■ Task to carry out: What you give back must match the records below exactly, apart from the pictures, which are omitted.

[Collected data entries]
+-------+

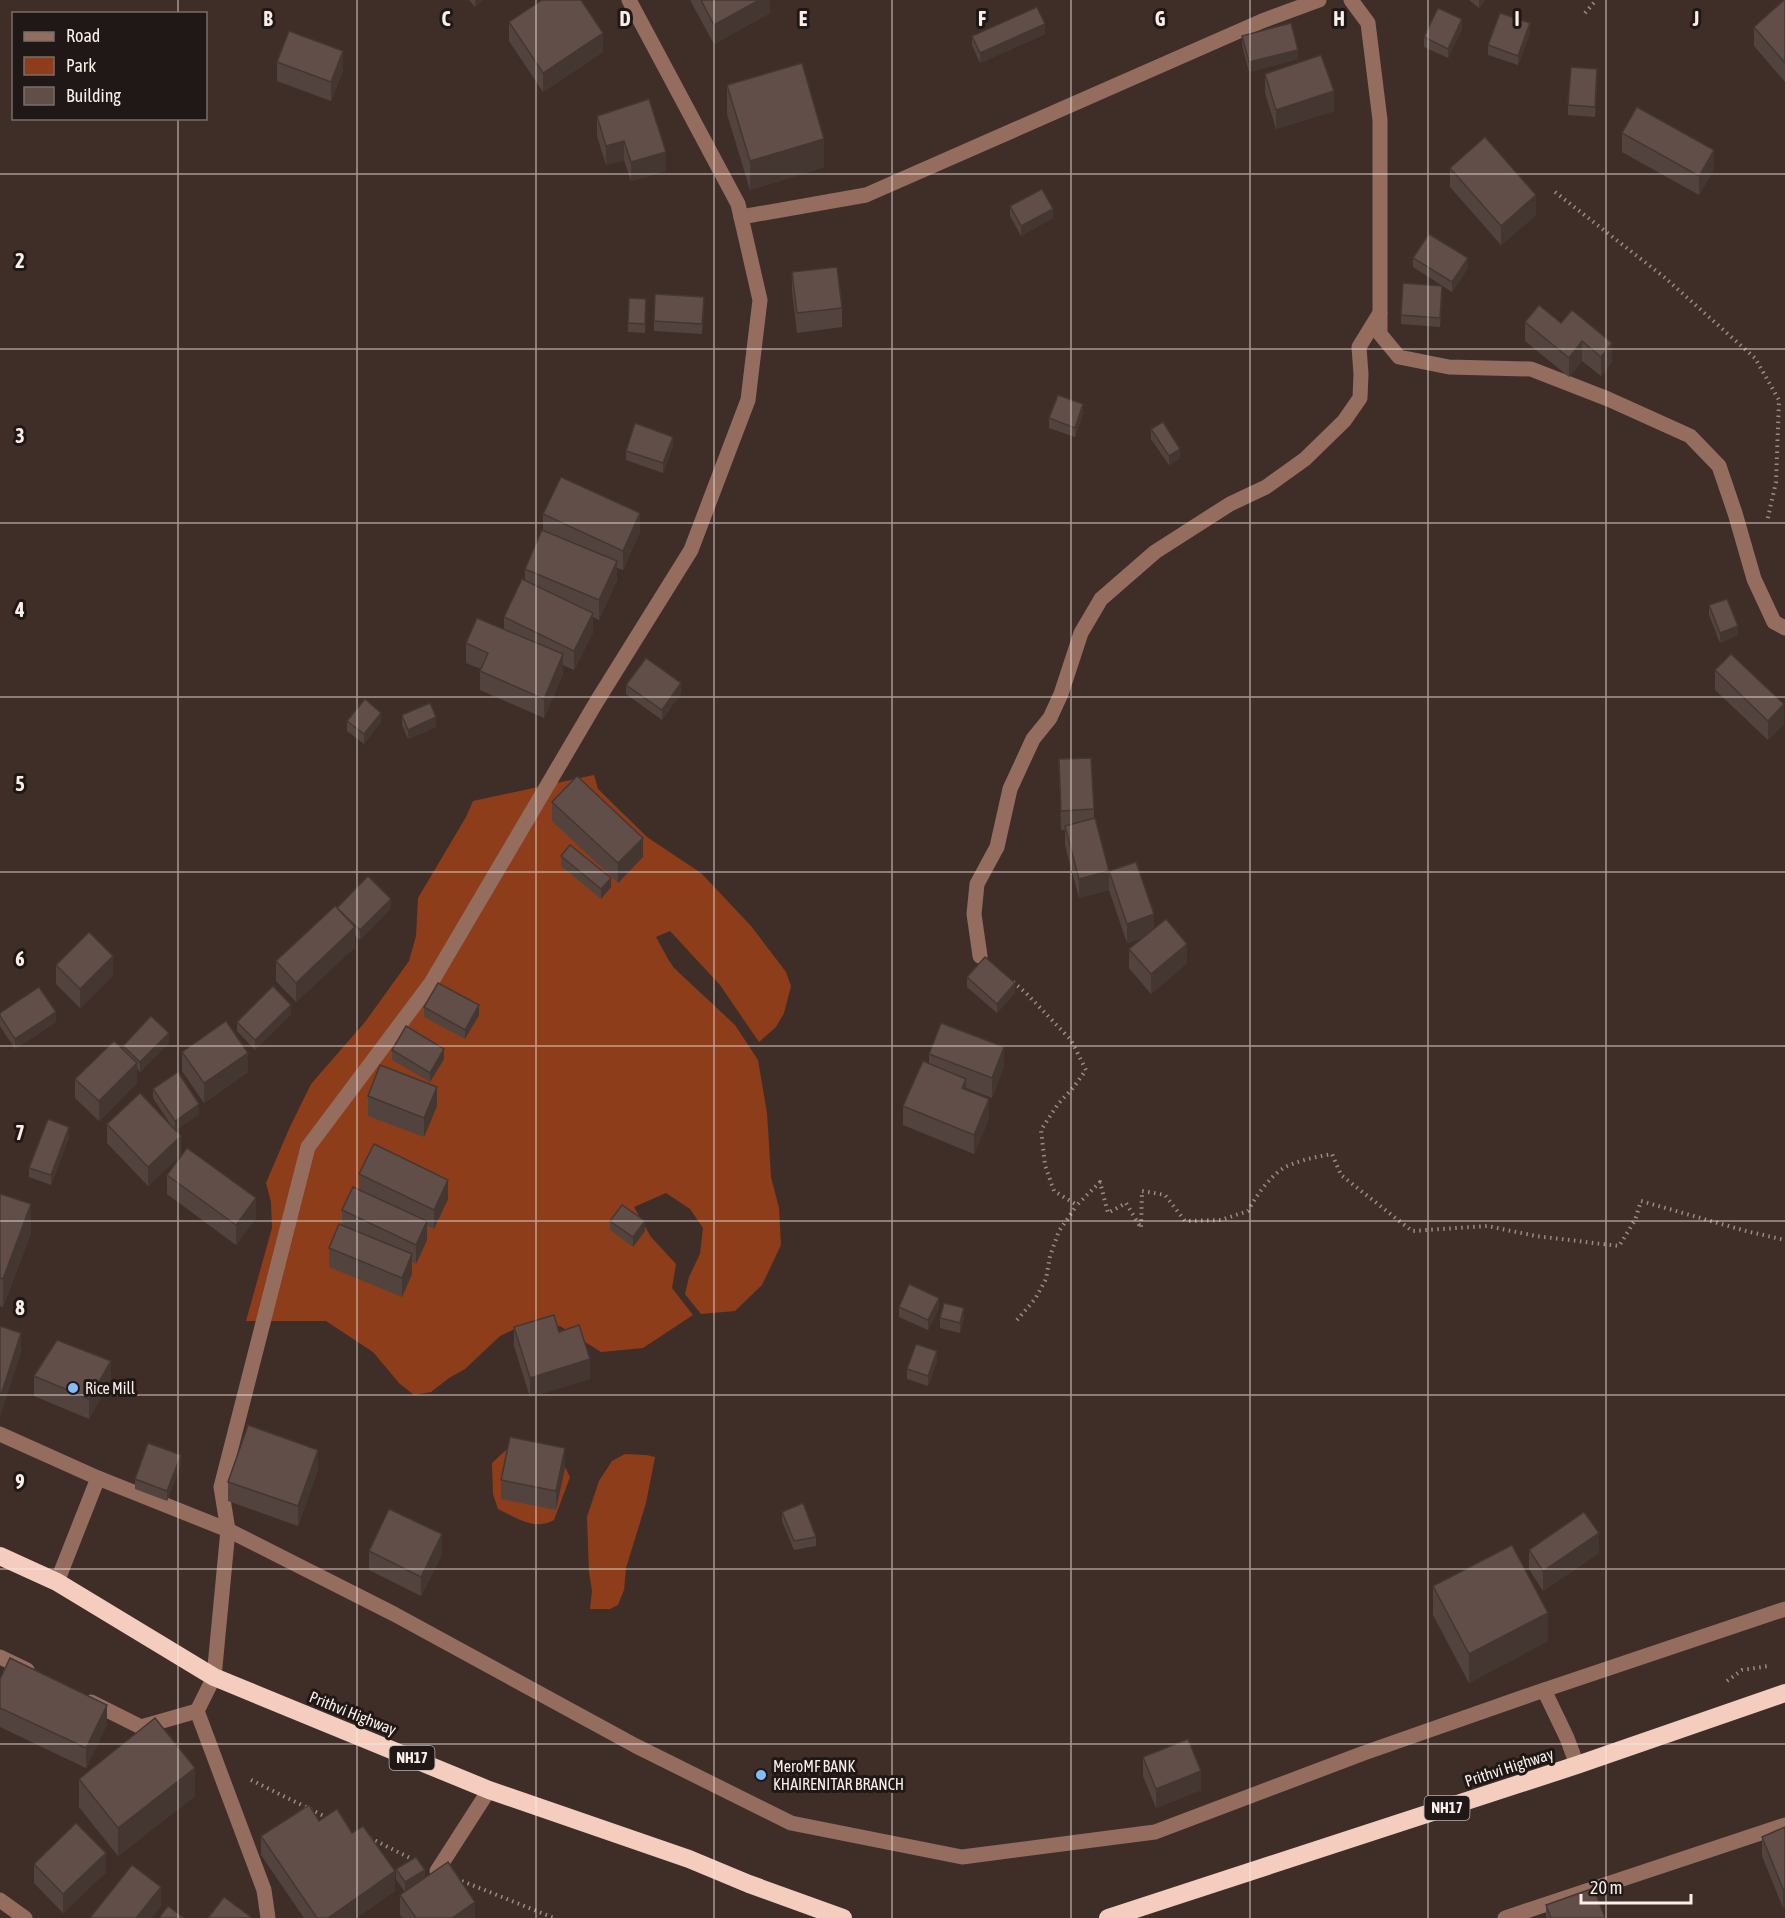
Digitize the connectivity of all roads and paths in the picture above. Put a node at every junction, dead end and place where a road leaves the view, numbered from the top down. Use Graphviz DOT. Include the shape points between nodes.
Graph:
graph roads {
  1 [pos="629,0"];
  2 [pos="1319,0"];
  3 [pos="1351,0"];
  4 [pos="1596,0"];
  5 [pos="1585,13"];
  6 [pos="1555,192"];
  7 [pos="741,217"];
  8 [pos="1380,313"];
  9 [pos="1766,525"];
  10 [pos="1785,628"];
  11 [pos="980,956"];
  12 [pos="1077,1205"];
  13 [pos="1785,1240"];
  14 [pos="1017,1320"];
  15 [pos="0,1434"];
  16 [pos="98,1478"];
  17 [pos="228,1530"];
  18 [pos="0,1556"];
  19 [pos="57,1582"];
  20 [pos="1785,1609"];
  21 [pos="0,1657"];
  22 [pos="40,1677"];
  23 [pos="214,1677"];
  24 [pos="1544,1690"];
  25 [pos="1785,1693"];
  26 [pos="81,1697"];
  27 [pos="196,1712"];
  28 [pos="216,1763"];
  29 [pos="1578,1765"];
  30 [pos="489,1790"];
  31 [pos="332,1820"];
  32 [pos="1785,1825"];
  33 [pos="363,1835"];
  34 [pos="437,1871"];
  35 [pos="0,1899"];
  36 [pos="25,1918"];
  37 [pos="268,1918"];
  38 [pos="554,1918"];
  39 [pos="843,1918"];
  40 [pos="1108,1918"];
  41 [pos="1505,1918"];
  1 -- 7 [label="street" via="738,204"];
  2 -- 7 [label="street" via="1251,26 866,195"];
  3 -- 8 [label="street" via="1368,23 1380,120"];
  4 -- 5 [label="path"];
  6 -- 9 [label="path" via="1664,277 1755,358 1779,400 1776,482"];
  7 -- 17 [label="street" via="760,300 748,400 691,550 430,983 308,1147 221,1487"];
  8 -- 10 [label="street" via="1380,334 1399,357 1449,367 1531,369 1690,436 1719,466 1754,579 1774,622"];
  8 -- 11 [label="street" via="1359,346 1360,398 1344,421 1305,459 1266,487 1230,504 1155,552 1101,599 1081,633 1050,718 1033,739 1010,789 996,847 977,884 974,914"];
  11 -- 12 [label="path" via="1026,993 1071,1040 1086,1070 1041,1130 1045,1166 1054,1191"];
  12 -- 13 [label="path" via="1100,1182 1108,1214 1126,1203 1141,1228 1142,1191 1165,1195 1185,1221 1221,1220 1248,1211 1257,1195 1283,1168 1332,1154 1341,1175 1413,1231 1487,1226 1619,1245 1635,1220 1641,1201"];
  12 -- 14 [label="path" via="1059,1231 1046,1279"];
  15 -- 16 [label="street"];
  16 -- 17 [label="street"];
  16 -- 19 [label="street"];
  17 -- 23 [label="street"];
  17 -- 24 [label="street" via="394,1614 636,1746 791,1823 962,1857 1155,1832"];
  18 -- 19 [label="highway, Prithvi Highway / NH17"];
  19 -- 23 [label="highway, Prithvi Highway / NH17"];
  20 -- 24 [label="street"];
  21 -- 22 [label="street"];
  23 -- 27 [label="street"];
  23 -- 30 [label="highway, Prithvi Highway / NH17"];
  24 -- 29 [label="street"];
  25 -- 29 [label="highway, Prithvi Highway / NH17"];
  26 -- 27 [label="street" via="141,1727"];
  27 -- 28 [label="street"];
  28 -- 31 [label="path"];
  28 -- 37 [label="street" via="264,1890"];
  29 -- 40 [label="highway, Prithvi Highway / NH17"];
  30 -- 34 [label="street"];
  30 -- 39 [label="highway, Prithvi Highway / NH17" via="689,1859"];
  32 -- 41 [label="street"];
  33 -- 34 [label="path"];
  34 -- 38 [label="path"];
  35 -- 36 [label="street"];
}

+-------+

■ Answer space:
Digitize the connectivity of all roads and paths in the picture above. Put a node at every junction, dead end and place where a road leaves the view, numbered from the top down. Use Graphviz DOT. Include the shape points between nodes.
Graph:
graph roads {
  1 [pos="629,0"];
  2 [pos="1319,0"];
  3 [pos="1351,0"];
  4 [pos="1596,0"];
  5 [pos="1585,13"];
  6 [pos="1555,192"];
  7 [pos="741,217"];
  8 [pos="1380,313"];
  9 [pos="1766,525"];
  10 [pos="1785,628"];
  11 [pos="980,956"];
  12 [pos="1077,1205"];
  13 [pos="1785,1240"];
  14 [pos="1017,1320"];
  15 [pos="0,1434"];
  16 [pos="98,1478"];
  17 [pos="228,1530"];
  18 [pos="0,1556"];
  19 [pos="57,1582"];
  20 [pos="1785,1609"];
  21 [pos="0,1657"];
  22 [pos="40,1677"];
  23 [pos="214,1677"];
  24 [pos="1544,1690"];
  25 [pos="1785,1693"];
  26 [pos="81,1697"];
  27 [pos="196,1712"];
  28 [pos="216,1763"];
  29 [pos="1578,1765"];
  30 [pos="489,1790"];
  31 [pos="332,1820"];
  32 [pos="1785,1825"];
  33 [pos="363,1835"];
  34 [pos="437,1871"];
  35 [pos="0,1899"];
  36 [pos="25,1918"];
  37 [pos="268,1918"];
  38 [pos="554,1918"];
  39 [pos="843,1918"];
  40 [pos="1108,1918"];
  41 [pos="1505,1918"];
  1 -- 7 [label="street" via="738,204"];
  2 -- 7 [label="street" via="1251,26 866,195"];
  3 -- 8 [label="street" via="1368,23 1380,120"];
  4 -- 5 [label="path"];
  6 -- 9 [label="path" via="1664,277 1755,358 1779,400 1776,482"];
  7 -- 17 [label="street" via="760,300 748,400 691,550 430,983 308,1147 221,1487"];
  8 -- 10 [label="street" via="1380,334 1399,357 1449,367 1531,369 1690,436 1719,466 1754,579 1774,622"];
  8 -- 11 [label="street" via="1359,346 1360,398 1344,421 1305,459 1266,487 1230,504 1155,552 1101,599 1081,633 1050,718 1033,739 1010,789 996,847 977,884 974,914"];
  11 -- 12 [label="path" via="1026,993 1071,1040 1086,1070 1041,1130 1045,1166 1054,1191"];
  12 -- 13 [label="path" via="1100,1182 1108,1214 1126,1203 1141,1228 1142,1191 1165,1195 1185,1221 1221,1220 1248,1211 1257,1195 1283,1168 1332,1154 1341,1175 1413,1231 1487,1226 1619,1245 1635,1220 1641,1201"];
  12 -- 14 [label="path" via="1059,1231 1046,1279"];
  15 -- 16 [label="street"];
  16 -- 17 [label="street"];
  16 -- 19 [label="street"];
  17 -- 23 [label="street"];
  17 -- 24 [label="street" via="394,1614 636,1746 791,1823 962,1857 1155,1832"];
  18 -- 19 [label="highway, Prithvi Highway / NH17"];
  19 -- 23 [label="highway, Prithvi Highway / NH17"];
  20 -- 24 [label="street"];
  21 -- 22 [label="street"];
  23 -- 27 [label="street"];
  23 -- 30 [label="highway, Prithvi Highway / NH17"];
  24 -- 29 [label="street"];
  25 -- 29 [label="highway, Prithvi Highway / NH17"];
  26 -- 27 [label="street" via="141,1727"];
  27 -- 28 [label="street"];
  28 -- 31 [label="path"];
  28 -- 37 [label="street" via="264,1890"];
  29 -- 40 [label="highway, Prithvi Highway / NH17"];
  30 -- 34 [label="street"];
  30 -- 39 [label="highway, Prithvi Highway / NH17" via="689,1859"];
  32 -- 41 [label="street"];
  33 -- 34 [label="path"];
  34 -- 38 [label="path"];
  35 -- 36 [label="street"];
}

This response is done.